Work item: Every line in the records below with the string "roads" is to be copied out.

Information supplied:
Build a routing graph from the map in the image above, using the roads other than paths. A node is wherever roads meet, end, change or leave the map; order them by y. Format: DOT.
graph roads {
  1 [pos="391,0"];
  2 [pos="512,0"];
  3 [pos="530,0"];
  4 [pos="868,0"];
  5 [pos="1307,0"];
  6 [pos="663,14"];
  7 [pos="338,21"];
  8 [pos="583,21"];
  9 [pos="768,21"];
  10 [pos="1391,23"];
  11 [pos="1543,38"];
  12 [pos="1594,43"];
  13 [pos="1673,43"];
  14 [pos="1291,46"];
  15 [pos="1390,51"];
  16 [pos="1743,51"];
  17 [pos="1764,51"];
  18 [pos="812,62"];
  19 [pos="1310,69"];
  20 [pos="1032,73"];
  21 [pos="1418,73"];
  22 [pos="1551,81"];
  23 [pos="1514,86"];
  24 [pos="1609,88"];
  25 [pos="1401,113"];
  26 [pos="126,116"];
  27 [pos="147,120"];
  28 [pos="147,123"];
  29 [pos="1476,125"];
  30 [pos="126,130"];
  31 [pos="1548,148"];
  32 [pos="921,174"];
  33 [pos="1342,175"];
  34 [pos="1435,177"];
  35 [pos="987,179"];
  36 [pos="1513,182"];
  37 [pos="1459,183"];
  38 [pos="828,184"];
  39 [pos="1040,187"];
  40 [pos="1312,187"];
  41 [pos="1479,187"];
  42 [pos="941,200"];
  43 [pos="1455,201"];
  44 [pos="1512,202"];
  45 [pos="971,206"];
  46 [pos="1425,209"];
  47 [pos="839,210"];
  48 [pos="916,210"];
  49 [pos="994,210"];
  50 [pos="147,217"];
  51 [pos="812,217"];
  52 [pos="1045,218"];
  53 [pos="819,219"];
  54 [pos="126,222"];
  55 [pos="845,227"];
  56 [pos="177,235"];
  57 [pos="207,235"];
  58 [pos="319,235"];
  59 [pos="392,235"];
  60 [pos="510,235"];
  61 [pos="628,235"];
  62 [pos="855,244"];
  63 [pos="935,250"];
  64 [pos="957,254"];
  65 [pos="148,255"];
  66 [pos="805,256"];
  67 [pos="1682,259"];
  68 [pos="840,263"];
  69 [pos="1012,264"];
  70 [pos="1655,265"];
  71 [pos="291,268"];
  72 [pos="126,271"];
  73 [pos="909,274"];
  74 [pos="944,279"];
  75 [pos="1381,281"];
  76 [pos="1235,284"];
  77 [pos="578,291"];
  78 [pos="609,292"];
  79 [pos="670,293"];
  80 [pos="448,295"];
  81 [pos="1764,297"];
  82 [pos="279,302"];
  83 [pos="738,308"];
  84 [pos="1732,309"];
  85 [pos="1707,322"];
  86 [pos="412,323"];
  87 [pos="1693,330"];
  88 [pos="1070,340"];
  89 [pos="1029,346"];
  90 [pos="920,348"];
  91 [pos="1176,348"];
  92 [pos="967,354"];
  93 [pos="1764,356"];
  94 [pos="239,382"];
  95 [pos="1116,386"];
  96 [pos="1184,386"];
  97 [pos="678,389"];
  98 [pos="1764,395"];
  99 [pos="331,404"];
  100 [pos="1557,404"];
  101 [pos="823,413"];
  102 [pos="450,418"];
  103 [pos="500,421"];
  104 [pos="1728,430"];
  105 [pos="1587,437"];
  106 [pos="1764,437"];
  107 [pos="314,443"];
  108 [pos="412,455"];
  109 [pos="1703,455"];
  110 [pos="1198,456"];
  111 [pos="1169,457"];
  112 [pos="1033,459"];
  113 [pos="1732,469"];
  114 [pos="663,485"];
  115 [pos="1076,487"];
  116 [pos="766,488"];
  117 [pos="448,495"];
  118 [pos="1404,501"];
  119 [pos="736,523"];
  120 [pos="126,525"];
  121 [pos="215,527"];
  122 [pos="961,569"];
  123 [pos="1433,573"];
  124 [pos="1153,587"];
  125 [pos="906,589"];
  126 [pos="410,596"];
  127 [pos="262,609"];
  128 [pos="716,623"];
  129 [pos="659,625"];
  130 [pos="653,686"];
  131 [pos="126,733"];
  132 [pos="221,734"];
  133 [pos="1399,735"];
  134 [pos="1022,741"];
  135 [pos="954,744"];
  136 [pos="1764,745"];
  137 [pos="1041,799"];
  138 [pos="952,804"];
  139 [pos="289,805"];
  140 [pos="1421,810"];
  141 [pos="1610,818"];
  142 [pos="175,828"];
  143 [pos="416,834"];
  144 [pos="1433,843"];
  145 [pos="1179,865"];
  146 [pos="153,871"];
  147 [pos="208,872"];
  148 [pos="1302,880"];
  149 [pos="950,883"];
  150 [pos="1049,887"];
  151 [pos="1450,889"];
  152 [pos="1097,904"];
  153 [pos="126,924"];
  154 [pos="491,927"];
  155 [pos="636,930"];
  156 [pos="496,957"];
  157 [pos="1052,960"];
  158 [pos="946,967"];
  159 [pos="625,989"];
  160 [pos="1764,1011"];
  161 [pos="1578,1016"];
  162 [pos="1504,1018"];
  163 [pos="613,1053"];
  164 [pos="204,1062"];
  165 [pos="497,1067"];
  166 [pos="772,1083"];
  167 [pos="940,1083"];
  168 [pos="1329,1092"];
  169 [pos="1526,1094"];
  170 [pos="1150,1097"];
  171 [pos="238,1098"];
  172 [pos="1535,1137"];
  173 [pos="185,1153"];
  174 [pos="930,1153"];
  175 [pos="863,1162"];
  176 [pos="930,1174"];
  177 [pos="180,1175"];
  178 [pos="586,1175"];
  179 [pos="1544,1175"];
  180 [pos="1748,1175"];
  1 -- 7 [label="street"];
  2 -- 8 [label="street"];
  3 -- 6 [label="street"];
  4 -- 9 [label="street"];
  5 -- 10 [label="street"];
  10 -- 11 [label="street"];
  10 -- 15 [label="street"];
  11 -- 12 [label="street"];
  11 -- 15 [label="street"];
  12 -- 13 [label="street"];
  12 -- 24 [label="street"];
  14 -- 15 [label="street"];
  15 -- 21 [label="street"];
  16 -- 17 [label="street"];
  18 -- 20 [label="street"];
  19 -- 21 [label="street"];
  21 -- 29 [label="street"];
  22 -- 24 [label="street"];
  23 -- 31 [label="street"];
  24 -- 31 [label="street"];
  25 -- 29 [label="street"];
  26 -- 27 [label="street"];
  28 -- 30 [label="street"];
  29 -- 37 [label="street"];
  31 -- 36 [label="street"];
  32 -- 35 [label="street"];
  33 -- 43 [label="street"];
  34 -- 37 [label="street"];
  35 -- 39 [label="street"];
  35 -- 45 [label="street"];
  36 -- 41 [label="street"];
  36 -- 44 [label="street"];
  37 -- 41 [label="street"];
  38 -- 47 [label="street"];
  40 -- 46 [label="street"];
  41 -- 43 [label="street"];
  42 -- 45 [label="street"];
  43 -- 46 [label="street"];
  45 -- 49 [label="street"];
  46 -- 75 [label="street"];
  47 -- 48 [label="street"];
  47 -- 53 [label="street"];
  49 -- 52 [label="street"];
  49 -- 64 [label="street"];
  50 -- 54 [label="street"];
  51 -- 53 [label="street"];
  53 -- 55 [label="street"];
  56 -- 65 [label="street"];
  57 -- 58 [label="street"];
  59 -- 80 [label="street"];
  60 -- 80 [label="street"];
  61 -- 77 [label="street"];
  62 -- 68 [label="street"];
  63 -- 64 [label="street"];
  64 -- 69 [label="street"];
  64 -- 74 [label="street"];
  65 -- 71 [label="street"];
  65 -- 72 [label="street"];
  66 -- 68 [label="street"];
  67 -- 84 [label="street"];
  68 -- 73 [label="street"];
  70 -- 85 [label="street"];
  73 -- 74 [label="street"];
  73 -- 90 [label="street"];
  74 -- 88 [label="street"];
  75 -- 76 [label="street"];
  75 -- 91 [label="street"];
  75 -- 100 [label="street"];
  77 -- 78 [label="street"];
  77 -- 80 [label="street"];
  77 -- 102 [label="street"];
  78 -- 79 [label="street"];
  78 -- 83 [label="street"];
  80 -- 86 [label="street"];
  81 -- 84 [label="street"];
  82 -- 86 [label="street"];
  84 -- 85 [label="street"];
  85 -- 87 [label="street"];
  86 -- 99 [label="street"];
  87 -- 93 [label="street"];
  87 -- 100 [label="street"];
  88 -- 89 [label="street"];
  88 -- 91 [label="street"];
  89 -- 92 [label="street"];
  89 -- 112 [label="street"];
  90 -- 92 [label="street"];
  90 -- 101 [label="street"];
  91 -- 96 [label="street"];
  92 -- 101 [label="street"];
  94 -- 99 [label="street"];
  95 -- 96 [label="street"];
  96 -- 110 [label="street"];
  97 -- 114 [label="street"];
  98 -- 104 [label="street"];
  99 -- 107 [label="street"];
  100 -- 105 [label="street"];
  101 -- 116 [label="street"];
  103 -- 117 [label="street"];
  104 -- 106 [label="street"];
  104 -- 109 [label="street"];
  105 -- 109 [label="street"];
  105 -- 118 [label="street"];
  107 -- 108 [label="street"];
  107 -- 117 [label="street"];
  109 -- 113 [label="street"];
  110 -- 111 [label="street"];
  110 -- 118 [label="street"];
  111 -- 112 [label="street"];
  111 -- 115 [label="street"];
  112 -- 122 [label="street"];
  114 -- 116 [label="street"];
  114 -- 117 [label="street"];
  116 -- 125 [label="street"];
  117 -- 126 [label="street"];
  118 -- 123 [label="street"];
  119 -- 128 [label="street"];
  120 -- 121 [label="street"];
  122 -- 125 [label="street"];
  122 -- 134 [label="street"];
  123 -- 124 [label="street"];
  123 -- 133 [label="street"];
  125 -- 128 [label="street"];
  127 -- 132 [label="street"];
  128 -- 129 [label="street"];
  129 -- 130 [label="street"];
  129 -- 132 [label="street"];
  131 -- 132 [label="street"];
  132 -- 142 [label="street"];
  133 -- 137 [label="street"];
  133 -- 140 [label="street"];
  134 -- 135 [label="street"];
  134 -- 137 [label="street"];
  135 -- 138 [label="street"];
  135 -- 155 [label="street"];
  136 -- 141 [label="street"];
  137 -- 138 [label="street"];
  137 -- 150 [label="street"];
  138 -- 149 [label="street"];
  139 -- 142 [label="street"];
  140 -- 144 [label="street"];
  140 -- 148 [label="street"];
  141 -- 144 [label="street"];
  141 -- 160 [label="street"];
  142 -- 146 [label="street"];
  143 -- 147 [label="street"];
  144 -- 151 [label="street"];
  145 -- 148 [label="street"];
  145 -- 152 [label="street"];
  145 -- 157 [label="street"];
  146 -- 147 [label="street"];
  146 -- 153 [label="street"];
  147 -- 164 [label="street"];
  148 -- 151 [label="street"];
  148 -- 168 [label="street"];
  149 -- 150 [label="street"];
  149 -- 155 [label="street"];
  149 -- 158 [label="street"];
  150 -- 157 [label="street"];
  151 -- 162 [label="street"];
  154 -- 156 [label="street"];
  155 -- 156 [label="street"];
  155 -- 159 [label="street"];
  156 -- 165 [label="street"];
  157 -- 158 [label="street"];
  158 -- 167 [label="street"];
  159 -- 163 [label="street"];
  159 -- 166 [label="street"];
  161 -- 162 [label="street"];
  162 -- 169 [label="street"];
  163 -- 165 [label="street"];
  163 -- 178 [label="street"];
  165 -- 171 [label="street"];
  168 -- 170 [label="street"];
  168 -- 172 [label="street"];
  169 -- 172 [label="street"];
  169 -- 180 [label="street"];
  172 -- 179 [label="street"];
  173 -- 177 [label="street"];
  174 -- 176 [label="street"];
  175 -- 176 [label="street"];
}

Answer to this exercise:
Build a routing graph from the map in the image above, using the roads other than paths. A node is wherever roads meet, end, change or leave the map; order them by y. Format: DOT.
graph roads {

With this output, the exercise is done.